▶ **EXTRACTED DATA**
Content starts

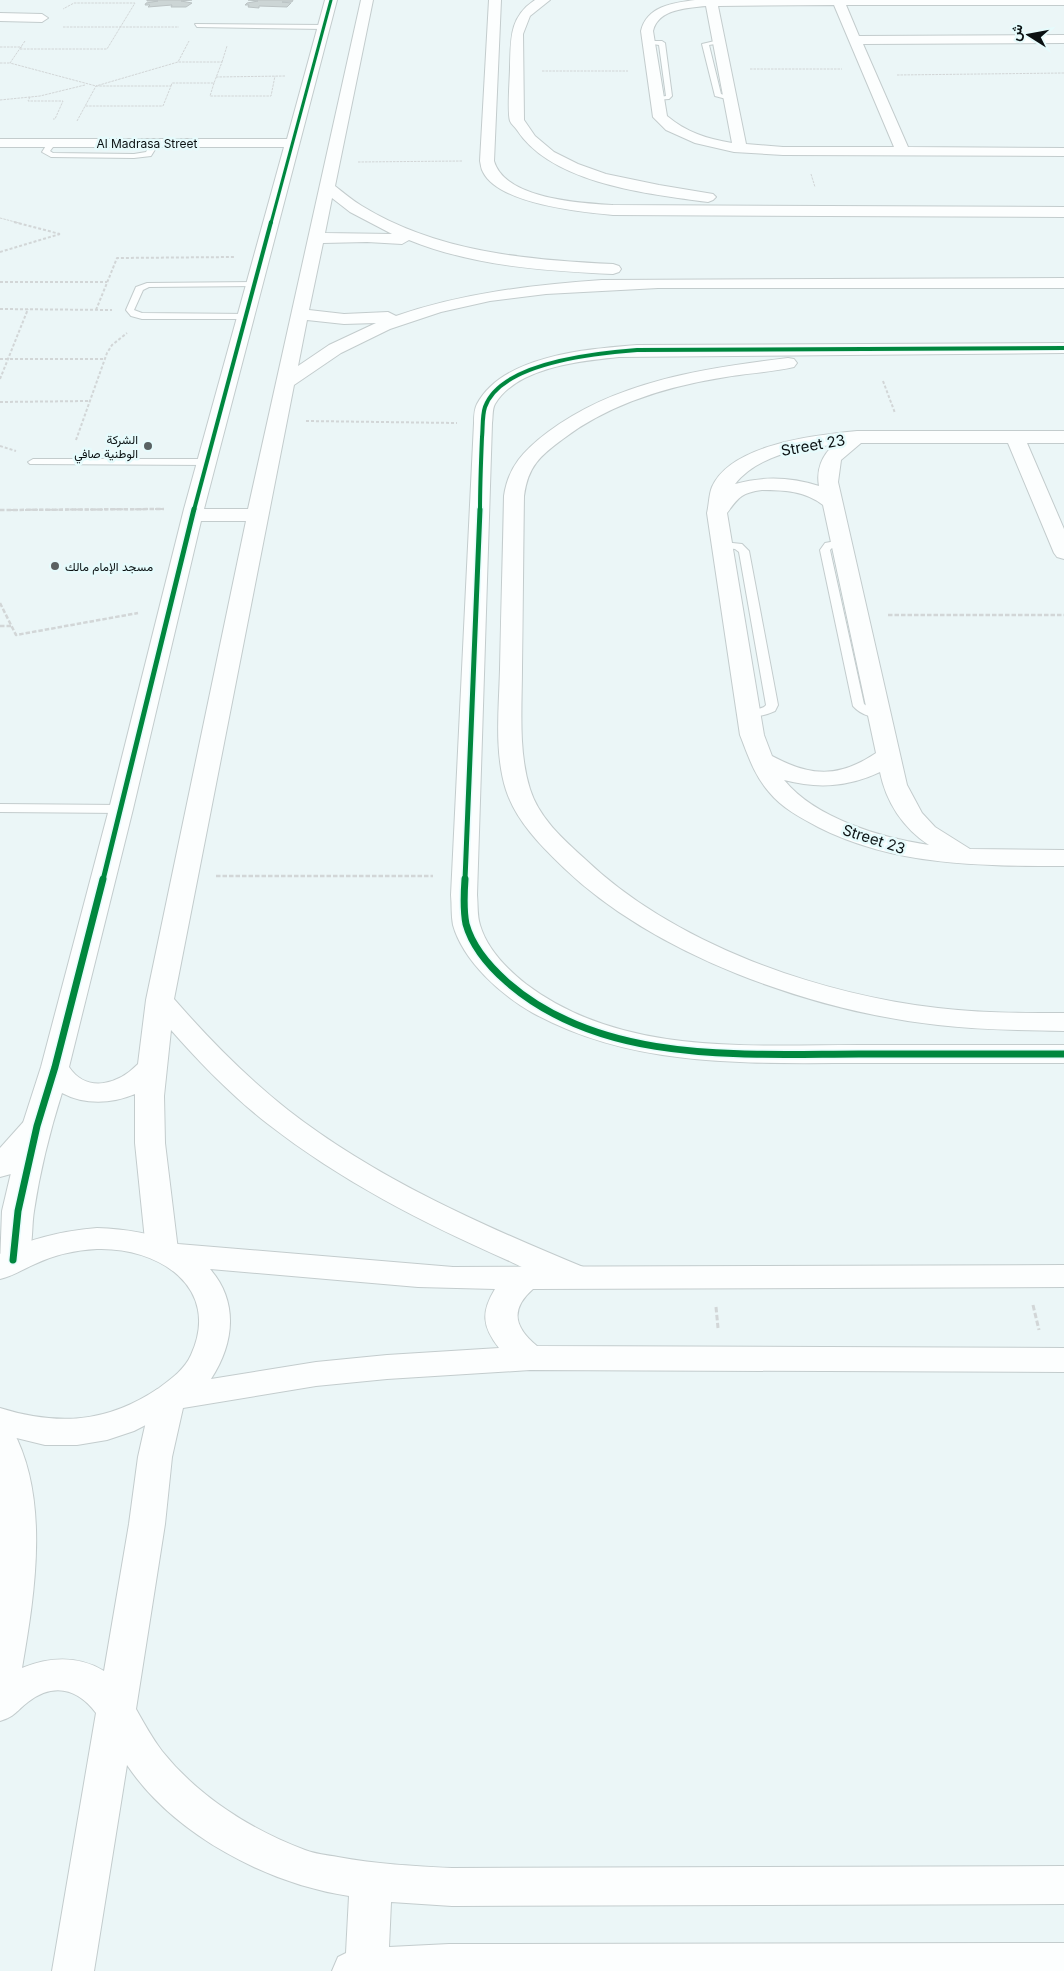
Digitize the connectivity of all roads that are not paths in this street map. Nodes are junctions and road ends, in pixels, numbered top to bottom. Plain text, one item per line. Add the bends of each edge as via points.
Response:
1 (332, 0) edge
2 (367, 0) edge
3 (494, 0) edge
4 (544, 0) edge
5 (1064, 0) edge
6 (838, 1) edge
7 (711, 2) junction
8 (0, 18) edge
9 (680, 19) dead end
10 (38, 22) road end
11 (325, 24) junction
12 (197, 25) road end
13 (647, 25) junction
14 (1064, 39) edge
15 (855, 40) junction
16 (648, 42) junction
17 (719, 42) junction
18 (492, 70) junction
19 (516, 71) junction
20 (656, 98) junction
21 (730, 98) junction
22 (660, 117) junction
23 (708, 127) dead end
24 (0, 142) edge
25 (59, 143) junction
26 (155, 143) junction
27 (293, 143) junction
28 (740, 148) junction
29 (903, 152) junction
30 (1064, 152) edge
31 (327, 187) junction
32 (1064, 202) edge
33 (1064, 212) edge
34 (316, 238) junction
35 (452, 248) junction
36 (1064, 270) edge
37 (1064, 283) edge
38 (255, 284) junction
39 (460, 303) junction
40 (425, 312) junction
41 (300, 314) junction
42 (246, 316) junction
43 (1064, 348) edge
44 (1064, 360) edge
45 (285, 383) junction
46 (857, 437) junction
47 (1015, 437) junction
48 (1064, 437) edge
49 (33, 462) dead end
50 (207, 462) junction
51 (832, 502) junction
52 (193, 512) junction
53 (717, 513) junction
54 (257, 515) junction
55 (841, 543) junction
56 (1064, 553) edge
57 (510, 616) junction
58 (475, 617) junction
59 (878, 713) junction
60 (888, 756) junction
61 (761, 760) junction
62 (0, 808) edge
63 (121, 809) junction
64 (968, 858) junction
65 (1064, 858) edge
66 (160, 1000) junction
67 (1064, 1022) edge
68 (1064, 1054) edge
69 (55, 1067) junction
70 (151, 1068) junction
71 (37, 1126) junction
72 (0, 1167) edge
73 (166, 1252) junction
74 (6, 1264) edge
75 (1064, 1276) edge
76 (525, 1278) junction
77 (577, 1278) junction
78 (530, 1358) junction
79 (1056, 1360) edge
80 (169, 1399) junction
81 (0, 1421) edge
82 (0, 1438) edge
83 (0, 1681) edge
84 (0, 1705) edge
85 (116, 1713) junction
86 (371, 1882) junction
87 (1064, 1884) edge
88 (1064, 1963) edge
89 (578, 1968) edge
90 (360, 1970) edge
91 (73, 1971) edge

1 - 11 street
2 - 31 street via 344,81
3 - 18 street
4 - 19 street via 524,14 519,24
5 - 6 street
6 - 7 street
6 - 15 street
7 - 13 street via 665,11 655,15
7 - 17 street via 710,23
8 - 10 street
9 - 13 street
11 - 12 lane
11 - 27 street via 314,80
13 - 16 street
14 - 15 street
15 - 29 street
16 - 20 street
16 - 20 lane via 662,44 669,96
17 - 21 street
17 - 21 lane via 705,44 718,96
18 - 19 street
18 - 33 street via 487,161 490,172 513,190 557,203 613,210
19 - 32 street via 517,120 532,144 573,167 635,185 752,200
20 - 22 street
21 - 28 street via 729,122
22 - 23 street via 670,124
22 - 28 street via 667,125 687,136
24 - 25 street, Al Madrasa Street
25 - 26 street, Al Madrasa Street
25 - 26 lane via 46,152 51,155 134,156 148,154
26 - 27 street, Al Madrasa Street
27 - 38 street
28 - 29 street
29 - 30 street
31 - 34 street
31 - 35 street via 374,220
34 - 35 street via 367,236
34 - 41 street
35 - 36 street via 589,268
35 - 39 street via 480,264 486,276 476,294
37 - 39 street via 630,283 544,289
38 - 42 street
38 - 42 lane via 147,285 139,289 130,310 134,314 148,316
39 - 40 street
40 - 41 street via 367,319
40 - 45 street via 335,349
41 - 45 street
42 - 50 street
43 - 58 street via 678,349 595,353 524,373 500,387 486,405
44 - 57 street via 787,363 684,380 615,401 556,433 534,453 519,474 514,496
45 - 54 street
46 - 47 street
46 - 51 street, Street 23 via 842,447 828,468
46 - 53 street, Street 23 via 786,447 757,458 735,471 722,487
47 - 48 street
47 - 56 street
49 - 50 lane
50 - 52 street
51 - 53 street via 819,493 798,486 750,486 732,492
51 - 55 street, Street 23
52 - 54 street
52 - 63 street
53 - 61 street, Street 23 via 752,734
54 - 66 street
55 - 59 street, Street 23
55 - 59 lane via 829,545 825,550 859,706 868,712
57 - 58 street
57 - 67 street via 512,764 522,799 543,832 575,866 616,900 726,958 835,997 957,1018
58 - 68 street via 464,895 467,927 484,958 512,988 551,1014 601,1034 656,1047 715,1053
59 - 60 street, Street 23
60 - 61 street via 871,769 852,776 827,779 778,771
60 - 64 street, Street 23 via 902,801 912,817 933,836
61 - 64 street, Street 23 via 775,784 799,806 833,826 874,842 910,851
62 - 63 lane
63 - 69 street
64 - 65 street
66 - 70 street
66 - 77 street via 198,1044 242,1086 292,1127 350,1167 416,1205 489,1241
69 - 70 street via 71,1086 100,1093 131,1085
69 - 71 street
70 - 73 street via 150,1143
71 - 72 street
71 - 74 street
73 - 74 street via 139,1243 88,1239 37,1250
73 - 76 street via 382,1275
73 - 80 street via 192,1269 207,1288 215,1310 215,1333 207,1356 191,1380
75 - 77 street
76 - 77 street
76 - 78 street via 510,1292 502,1309 502,1328 512,1345
78 - 79 street
78 - 80 street via 316,1374
80 - 81 street via 140,1415 109,1426 76,1432 43,1432
80 - 85 street via 155,1457
82 - 83 street via 8,1453 16,1501 16,1568
84 - 85 street via 20,1686 40,1677 62,1674 83,1678 99,1688
85 - 86 street via 147,1762 190,1807 243,1842 304,1868
85 - 91 street
86 - 87 street via 452,1887
86 - 90 street
88 - 89 street
89 - 90 street via 449,1964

Content ends

▶ **WHAT YOU HAVE TO DO**
Gather each line of the listing containing the word "road" and show it.

▶ **WRITTEN RESPONSE**
Digitize the connectivity of all roads that are not paths in this street map. Nodes are junctions and road ends, in pixels, numbered top to bottom. Plain text, one item per line. Add the bends of each edge as via points.
10 (38, 22) road end
12 (197, 25) road end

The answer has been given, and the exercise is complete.